## Dataset extract
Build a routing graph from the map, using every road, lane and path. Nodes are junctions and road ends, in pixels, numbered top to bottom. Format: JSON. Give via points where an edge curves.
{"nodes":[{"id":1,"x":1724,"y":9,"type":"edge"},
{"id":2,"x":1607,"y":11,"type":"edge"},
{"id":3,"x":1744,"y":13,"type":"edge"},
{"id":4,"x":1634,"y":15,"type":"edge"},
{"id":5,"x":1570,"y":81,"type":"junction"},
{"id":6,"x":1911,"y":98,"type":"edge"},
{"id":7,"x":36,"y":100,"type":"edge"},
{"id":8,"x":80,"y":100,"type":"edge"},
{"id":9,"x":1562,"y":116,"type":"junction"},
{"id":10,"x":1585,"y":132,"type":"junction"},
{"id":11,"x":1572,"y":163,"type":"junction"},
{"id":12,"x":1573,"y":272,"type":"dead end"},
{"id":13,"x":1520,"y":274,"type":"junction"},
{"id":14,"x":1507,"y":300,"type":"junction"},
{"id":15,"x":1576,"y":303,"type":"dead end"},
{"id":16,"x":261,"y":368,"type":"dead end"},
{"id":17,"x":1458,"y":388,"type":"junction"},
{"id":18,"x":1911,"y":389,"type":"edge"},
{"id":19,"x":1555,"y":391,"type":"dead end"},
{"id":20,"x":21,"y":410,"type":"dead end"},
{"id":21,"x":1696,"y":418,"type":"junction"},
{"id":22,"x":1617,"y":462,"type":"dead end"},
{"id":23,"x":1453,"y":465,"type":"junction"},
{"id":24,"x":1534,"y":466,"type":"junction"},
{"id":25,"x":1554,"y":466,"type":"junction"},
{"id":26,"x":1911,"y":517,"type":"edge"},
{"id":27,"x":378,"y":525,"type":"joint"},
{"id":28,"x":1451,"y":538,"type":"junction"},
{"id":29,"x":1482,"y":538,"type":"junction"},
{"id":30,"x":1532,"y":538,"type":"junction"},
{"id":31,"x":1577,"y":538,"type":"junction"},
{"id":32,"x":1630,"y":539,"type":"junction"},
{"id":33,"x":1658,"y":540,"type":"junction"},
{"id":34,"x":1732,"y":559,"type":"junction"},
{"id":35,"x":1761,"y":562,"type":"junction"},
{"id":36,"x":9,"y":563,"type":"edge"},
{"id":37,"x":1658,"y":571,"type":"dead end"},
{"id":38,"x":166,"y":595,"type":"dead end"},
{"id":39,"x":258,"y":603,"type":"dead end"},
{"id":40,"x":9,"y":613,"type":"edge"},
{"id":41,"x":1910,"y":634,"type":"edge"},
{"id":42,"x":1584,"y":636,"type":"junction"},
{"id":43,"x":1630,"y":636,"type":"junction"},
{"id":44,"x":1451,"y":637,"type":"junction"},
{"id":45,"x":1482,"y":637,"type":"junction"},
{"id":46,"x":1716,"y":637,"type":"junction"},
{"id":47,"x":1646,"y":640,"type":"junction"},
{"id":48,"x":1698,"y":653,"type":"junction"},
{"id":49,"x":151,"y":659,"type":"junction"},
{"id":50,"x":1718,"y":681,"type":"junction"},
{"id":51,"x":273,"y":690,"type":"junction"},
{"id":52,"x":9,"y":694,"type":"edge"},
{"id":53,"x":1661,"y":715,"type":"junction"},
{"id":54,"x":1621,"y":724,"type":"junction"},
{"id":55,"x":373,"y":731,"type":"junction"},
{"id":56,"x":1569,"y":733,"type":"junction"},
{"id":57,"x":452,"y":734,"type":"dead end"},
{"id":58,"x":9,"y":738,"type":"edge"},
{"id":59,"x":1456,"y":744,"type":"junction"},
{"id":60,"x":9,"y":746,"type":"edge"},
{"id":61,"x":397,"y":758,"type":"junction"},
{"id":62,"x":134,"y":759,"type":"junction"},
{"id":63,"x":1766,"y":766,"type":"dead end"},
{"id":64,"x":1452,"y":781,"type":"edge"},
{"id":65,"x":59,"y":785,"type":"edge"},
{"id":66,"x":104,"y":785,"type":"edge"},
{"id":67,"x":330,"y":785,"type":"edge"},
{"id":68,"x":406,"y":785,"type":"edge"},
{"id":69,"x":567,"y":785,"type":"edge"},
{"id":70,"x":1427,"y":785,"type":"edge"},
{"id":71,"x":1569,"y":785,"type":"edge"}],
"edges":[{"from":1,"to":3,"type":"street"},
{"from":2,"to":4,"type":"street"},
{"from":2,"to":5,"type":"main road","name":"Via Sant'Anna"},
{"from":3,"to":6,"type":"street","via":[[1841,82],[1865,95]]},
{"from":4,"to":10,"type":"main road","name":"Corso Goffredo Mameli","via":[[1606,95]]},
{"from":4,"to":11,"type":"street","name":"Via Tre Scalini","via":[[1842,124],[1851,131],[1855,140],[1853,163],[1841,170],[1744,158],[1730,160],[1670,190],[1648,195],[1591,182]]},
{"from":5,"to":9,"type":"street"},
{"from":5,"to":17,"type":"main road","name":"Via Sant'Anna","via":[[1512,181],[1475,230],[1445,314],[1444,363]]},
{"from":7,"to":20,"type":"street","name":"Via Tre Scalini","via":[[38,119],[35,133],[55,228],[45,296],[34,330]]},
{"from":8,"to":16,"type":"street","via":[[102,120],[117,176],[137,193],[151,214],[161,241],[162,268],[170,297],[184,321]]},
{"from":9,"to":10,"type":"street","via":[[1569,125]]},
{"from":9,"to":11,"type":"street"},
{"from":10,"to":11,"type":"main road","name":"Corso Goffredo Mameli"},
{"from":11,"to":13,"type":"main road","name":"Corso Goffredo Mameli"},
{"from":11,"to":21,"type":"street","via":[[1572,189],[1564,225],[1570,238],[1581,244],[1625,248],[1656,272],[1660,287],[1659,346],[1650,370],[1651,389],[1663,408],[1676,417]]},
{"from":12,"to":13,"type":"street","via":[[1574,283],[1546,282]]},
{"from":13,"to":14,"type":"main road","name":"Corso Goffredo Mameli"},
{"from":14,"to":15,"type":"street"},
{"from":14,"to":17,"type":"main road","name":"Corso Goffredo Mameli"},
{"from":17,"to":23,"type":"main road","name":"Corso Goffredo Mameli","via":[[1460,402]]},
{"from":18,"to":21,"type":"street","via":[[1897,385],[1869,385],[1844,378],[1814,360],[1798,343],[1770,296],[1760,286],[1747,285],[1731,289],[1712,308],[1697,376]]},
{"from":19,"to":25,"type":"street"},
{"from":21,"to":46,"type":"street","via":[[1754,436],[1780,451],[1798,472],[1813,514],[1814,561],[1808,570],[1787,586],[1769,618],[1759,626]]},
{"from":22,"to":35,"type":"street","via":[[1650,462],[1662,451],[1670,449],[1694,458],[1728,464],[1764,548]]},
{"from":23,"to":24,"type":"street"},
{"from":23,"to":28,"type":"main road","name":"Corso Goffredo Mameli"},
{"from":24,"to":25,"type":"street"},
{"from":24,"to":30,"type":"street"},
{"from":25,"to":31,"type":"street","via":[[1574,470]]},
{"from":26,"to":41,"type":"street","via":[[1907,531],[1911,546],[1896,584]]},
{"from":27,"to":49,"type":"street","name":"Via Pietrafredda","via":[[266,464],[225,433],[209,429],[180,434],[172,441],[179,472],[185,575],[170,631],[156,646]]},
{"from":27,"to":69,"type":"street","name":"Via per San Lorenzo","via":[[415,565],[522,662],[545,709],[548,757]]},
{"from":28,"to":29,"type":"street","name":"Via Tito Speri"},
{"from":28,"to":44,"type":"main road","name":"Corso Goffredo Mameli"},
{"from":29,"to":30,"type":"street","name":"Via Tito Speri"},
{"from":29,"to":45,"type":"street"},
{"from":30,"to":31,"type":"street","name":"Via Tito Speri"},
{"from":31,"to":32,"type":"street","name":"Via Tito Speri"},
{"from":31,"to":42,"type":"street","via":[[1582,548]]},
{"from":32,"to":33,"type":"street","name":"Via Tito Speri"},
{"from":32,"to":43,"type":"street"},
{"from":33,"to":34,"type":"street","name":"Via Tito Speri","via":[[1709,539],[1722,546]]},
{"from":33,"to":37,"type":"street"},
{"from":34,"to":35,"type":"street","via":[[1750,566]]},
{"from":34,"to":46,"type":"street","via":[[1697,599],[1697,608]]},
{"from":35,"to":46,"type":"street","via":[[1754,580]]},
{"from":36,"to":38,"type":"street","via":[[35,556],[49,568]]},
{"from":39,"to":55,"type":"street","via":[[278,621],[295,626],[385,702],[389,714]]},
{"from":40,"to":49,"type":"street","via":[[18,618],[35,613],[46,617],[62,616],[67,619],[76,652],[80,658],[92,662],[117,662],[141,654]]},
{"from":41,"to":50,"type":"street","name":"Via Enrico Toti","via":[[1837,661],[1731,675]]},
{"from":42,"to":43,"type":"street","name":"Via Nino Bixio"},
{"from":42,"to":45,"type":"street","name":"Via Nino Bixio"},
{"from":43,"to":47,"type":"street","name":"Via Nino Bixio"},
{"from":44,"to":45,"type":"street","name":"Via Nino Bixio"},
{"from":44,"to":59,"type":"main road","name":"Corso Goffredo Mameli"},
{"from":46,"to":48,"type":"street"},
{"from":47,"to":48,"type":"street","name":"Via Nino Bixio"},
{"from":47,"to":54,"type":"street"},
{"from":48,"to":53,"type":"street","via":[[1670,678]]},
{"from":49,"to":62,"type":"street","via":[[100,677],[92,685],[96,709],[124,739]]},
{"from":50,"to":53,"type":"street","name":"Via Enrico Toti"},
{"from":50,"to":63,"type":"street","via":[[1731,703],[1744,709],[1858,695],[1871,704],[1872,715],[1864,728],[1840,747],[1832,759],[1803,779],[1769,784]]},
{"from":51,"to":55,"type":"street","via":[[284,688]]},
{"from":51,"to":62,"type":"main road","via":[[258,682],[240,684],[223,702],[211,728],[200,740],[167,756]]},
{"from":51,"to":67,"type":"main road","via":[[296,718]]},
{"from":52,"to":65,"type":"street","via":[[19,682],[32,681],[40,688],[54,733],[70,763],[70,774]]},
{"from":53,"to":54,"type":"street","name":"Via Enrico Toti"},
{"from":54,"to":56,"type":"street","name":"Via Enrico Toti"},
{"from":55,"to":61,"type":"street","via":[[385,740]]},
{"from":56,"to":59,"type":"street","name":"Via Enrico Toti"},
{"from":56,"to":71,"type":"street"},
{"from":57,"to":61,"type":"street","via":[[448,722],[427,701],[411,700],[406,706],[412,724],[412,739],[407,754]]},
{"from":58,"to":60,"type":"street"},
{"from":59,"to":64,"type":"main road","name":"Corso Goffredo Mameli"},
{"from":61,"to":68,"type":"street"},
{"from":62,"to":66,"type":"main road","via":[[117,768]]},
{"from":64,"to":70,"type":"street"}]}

## Exercise prompt
Where does the word "Bixio" appear in the listing above? Copy every line that holds it.

## Response area
{"from":42,"to":43,"type":"street","name":"Via Nino Bixio"},
{"from":42,"to":45,"type":"street","name":"Via Nino Bixio"},
{"from":43,"to":47,"type":"street","name":"Via Nino Bixio"},
{"from":44,"to":45,"type":"street","name":"Via Nino Bixio"},
{"from":47,"to":48,"type":"street","name":"Via Nino Bixio"},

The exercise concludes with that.